From the entries below, copy every line that holds the word "ANNE".

----

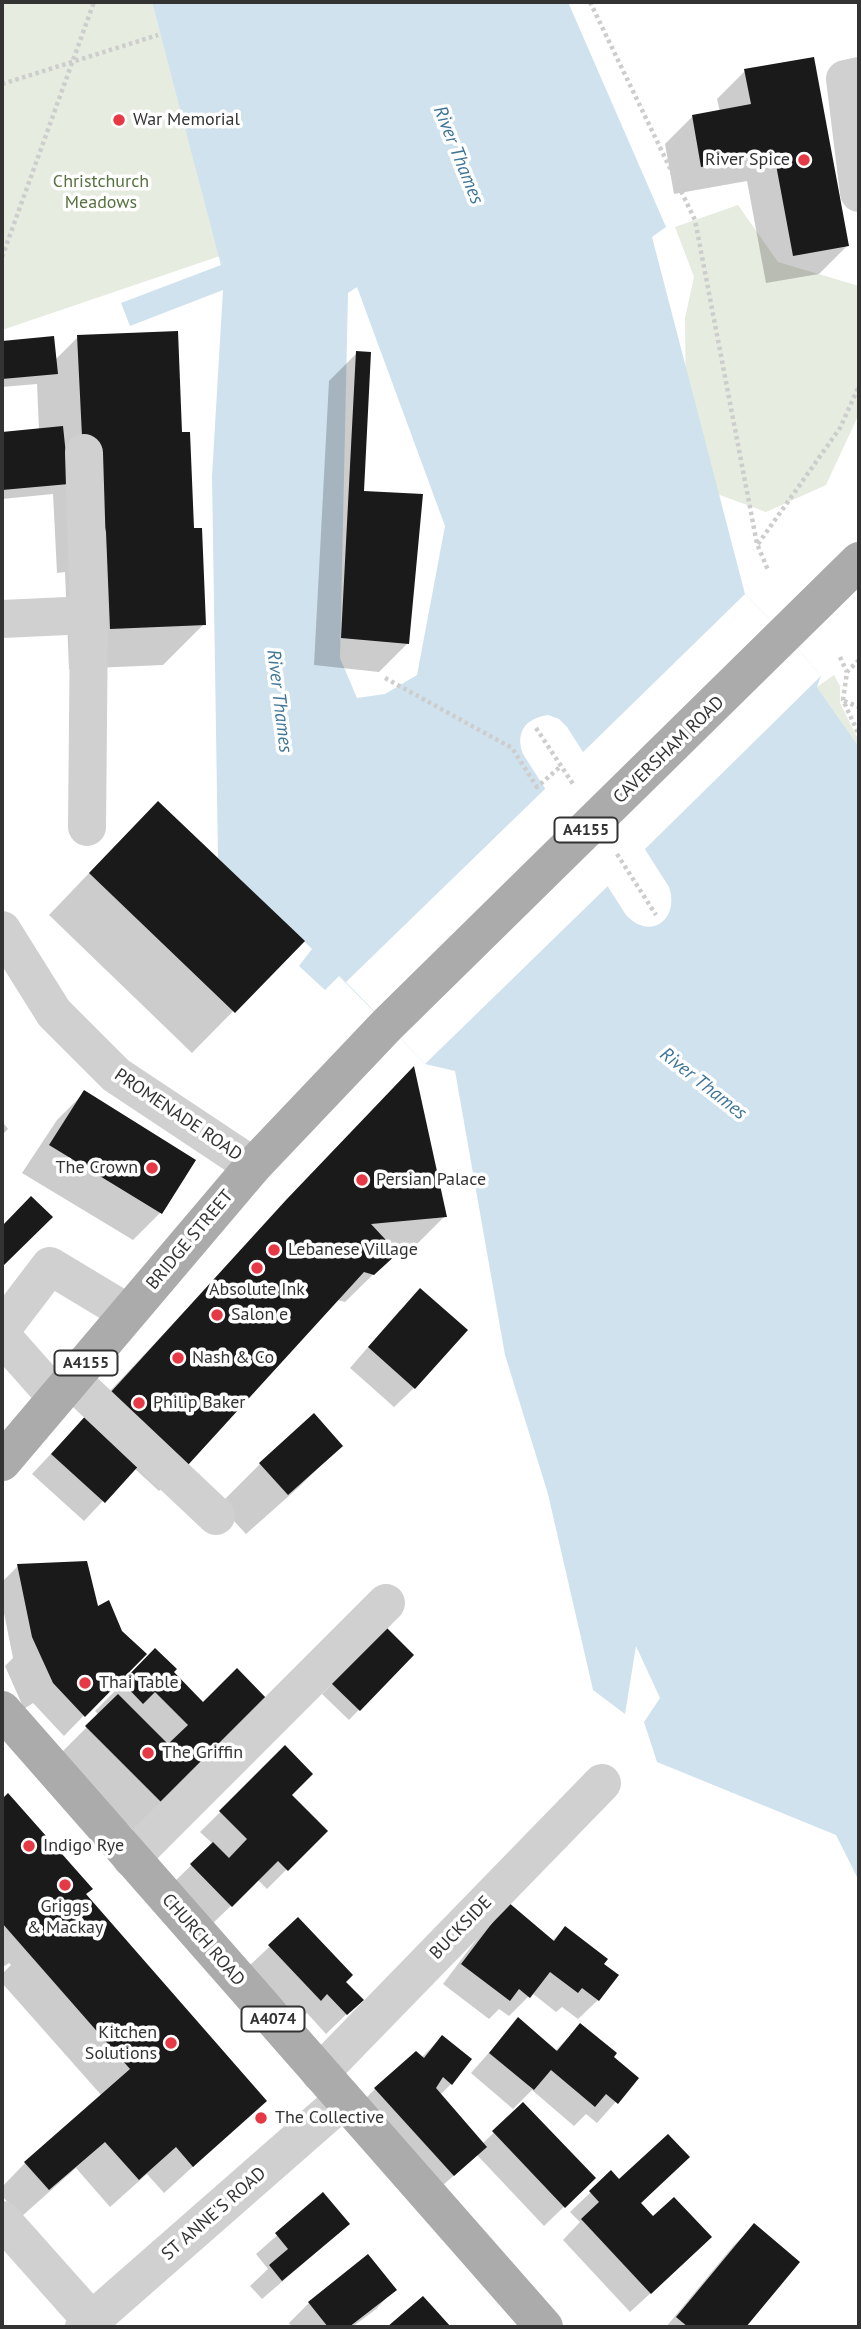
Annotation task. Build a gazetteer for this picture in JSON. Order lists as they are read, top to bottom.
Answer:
{
  "streets": {
    "main road": [
      "CAVERSHAM ROAD",
      "A4155",
      "BRIDGE STREET",
      "CHURCH ROAD",
      "A4074"
    ],
    "street": ["PROMENADE ROAD", "BUCKSIDE", "ST ANNE'S ROAD"]
  },
  "crossings": [
    ["CAVERSHAM ROAD", "BRIDGE STREET"],
    ["PROMENADE ROAD", "BRIDGE STREET"],
    ["BUCKSIDE", "CHURCH ROAD"],
    ["BUCKSIDE", "ST ANNE'S ROAD"],
    ["CHURCH ROAD", "ST ANNE'S ROAD"]
  ],
  "water": ["River Thames"],
  "parks": ["Christchurch Meadows"],
  "places": [
    "War Memorial",
    "River Spice",
    "The Crown",
    "Persian Palace",
    "Lebanese Village",
    "Absolute Ink",
    "Salon e",
    "Nash & Co",
    "Philip Baker",
    "Thai Table",
    "The Griffin",
    "Indigo Rye",
    "Griggs & Mackay",
    "Kitchen Solutions",
    "The Collective"
  ]
}
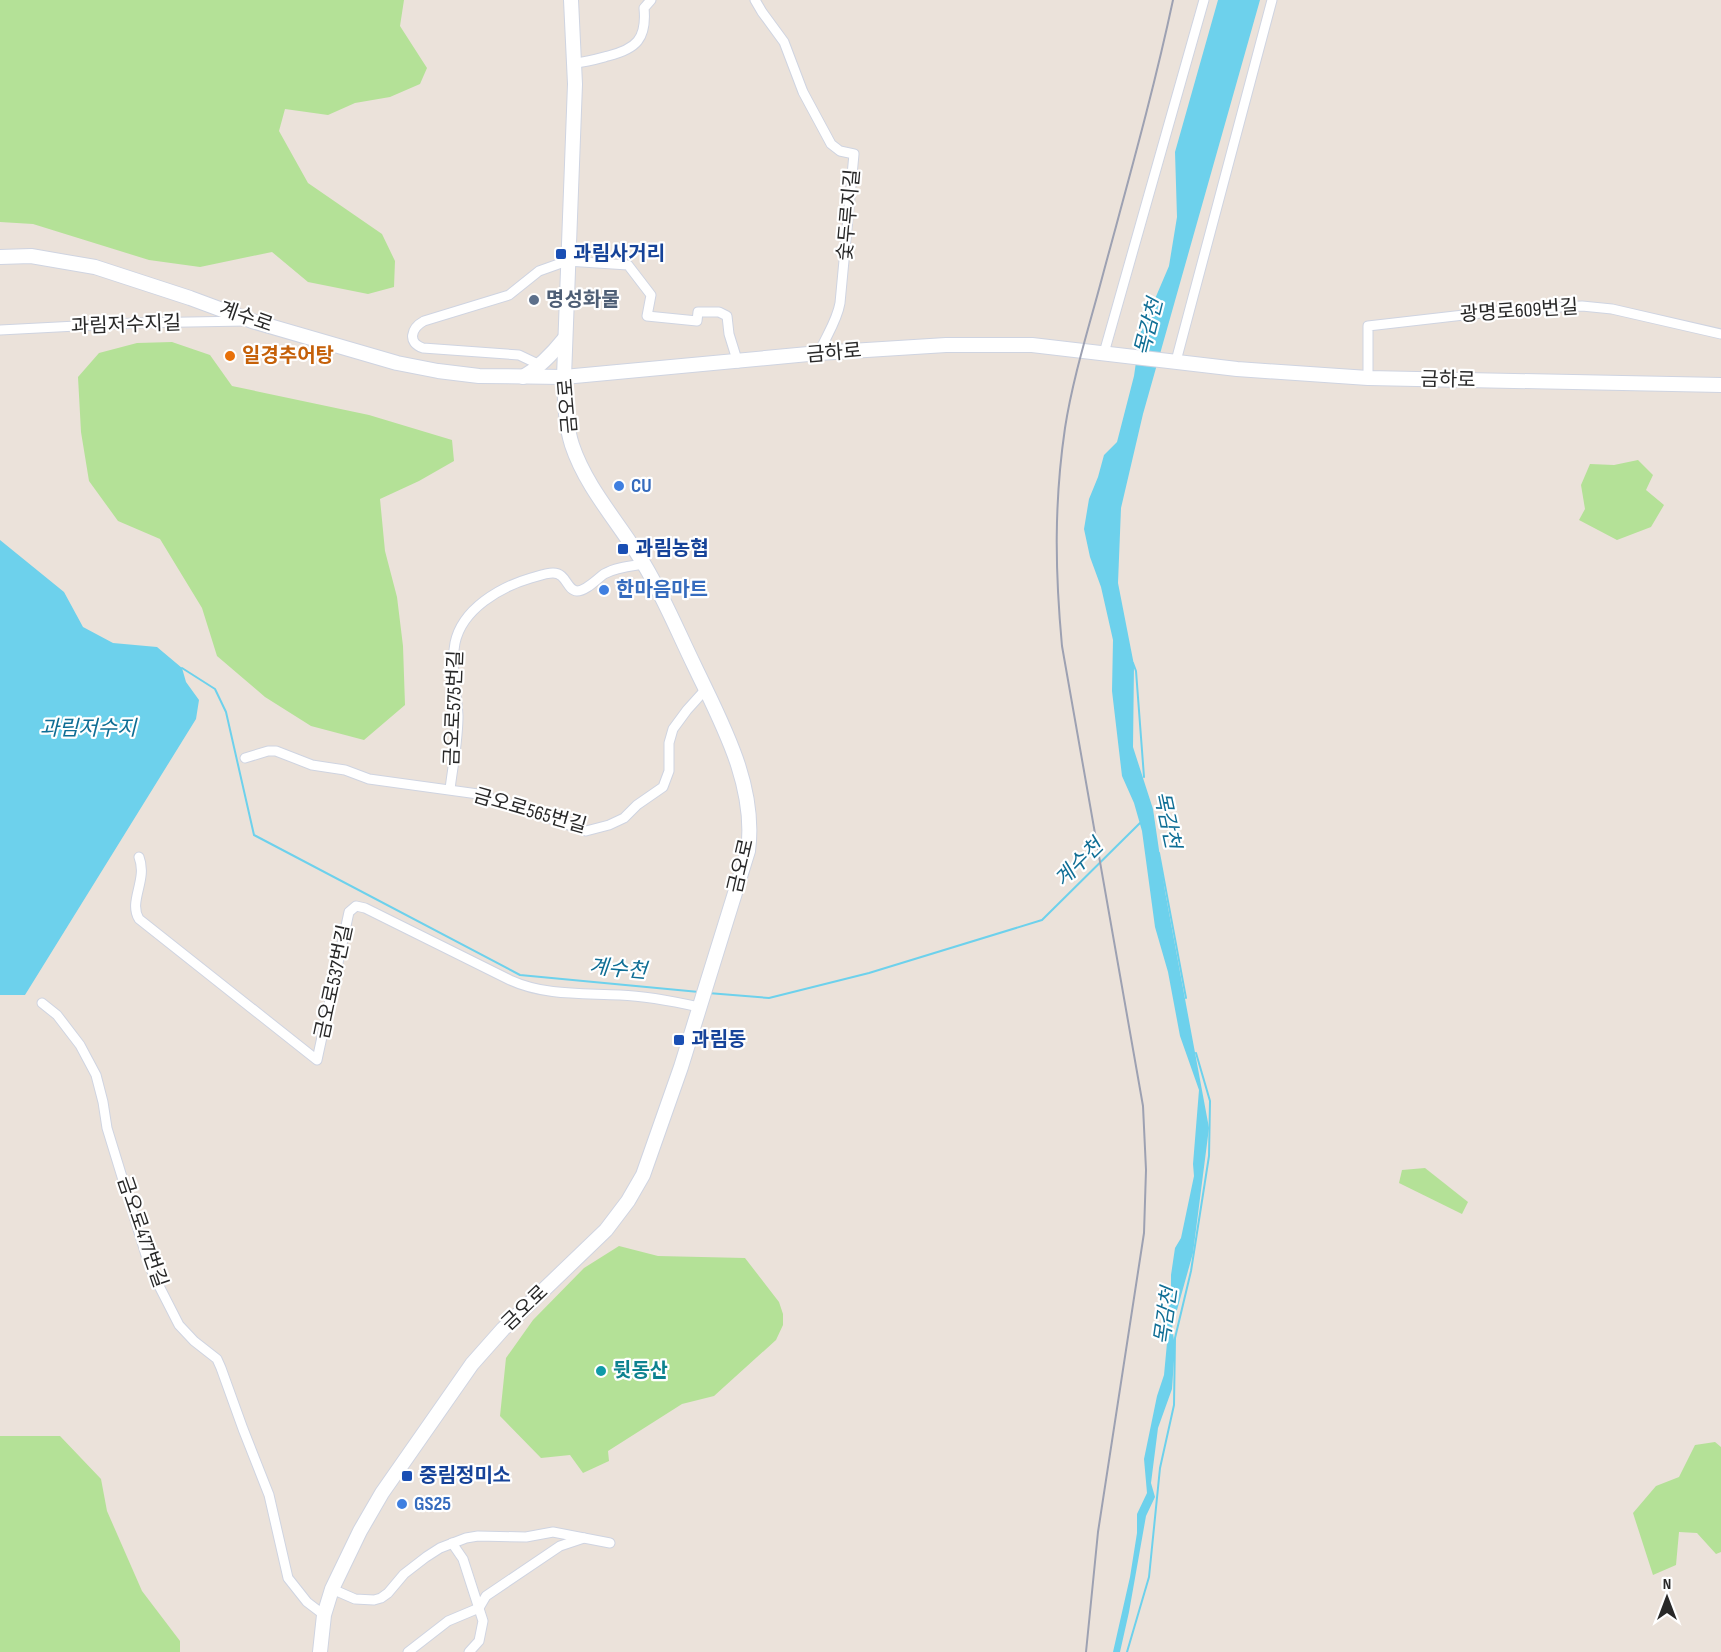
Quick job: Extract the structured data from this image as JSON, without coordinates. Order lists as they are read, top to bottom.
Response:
{
  "streets": {
    "main road": ["계수로", "금하로", "금오로"],
    "street": [
      "숯두루지길",
      "광명로609번길",
      "과림저수지길",
      "금오로575번길",
      "금오로565번길",
      "금오로537번길",
      "금오로477번길"
    ]
  },
  "crossings": [
    ["숯두루지길", "금하로"],
    ["광명로609번길", "금하로"],
    ["계수로", "과림저수지길"],
    ["계수로", "금하로"],
    ["계수로", "금오로"],
    ["금하로", "금오로"],
    ["금오로", "금오로575번길"],
    ["금오로", "금오로565번길"],
    ["금오로", "금오로537번길"],
    ["금오로", "금오로477번길"],
    ["금오로575번길", "금오로565번길"]
  ],
  "water": ["목감천", "과림저수지", "계수천"],
  "places": {
    "transit": [
      "과림사거리",
      "과림농협",
      "과림동",
      "중림정미소"
    ],
    "other": [
      "명성화물",
      "일경추어탕",
      "CU",
      "한마음마트",
      "뒷동산",
      "GS25"
    ]
  },
  "north": "top"
}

----

ANSWER TO THIS EXERCISE:
    "street": ["PROMENADE ROAD", "BUCKSIDE", "ST ANNE'S ROAD"]
    ["BUCKSIDE", "ST ANNE'S ROAD"],
    ["CHURCH ROAD", "ST ANNE'S ROAD"]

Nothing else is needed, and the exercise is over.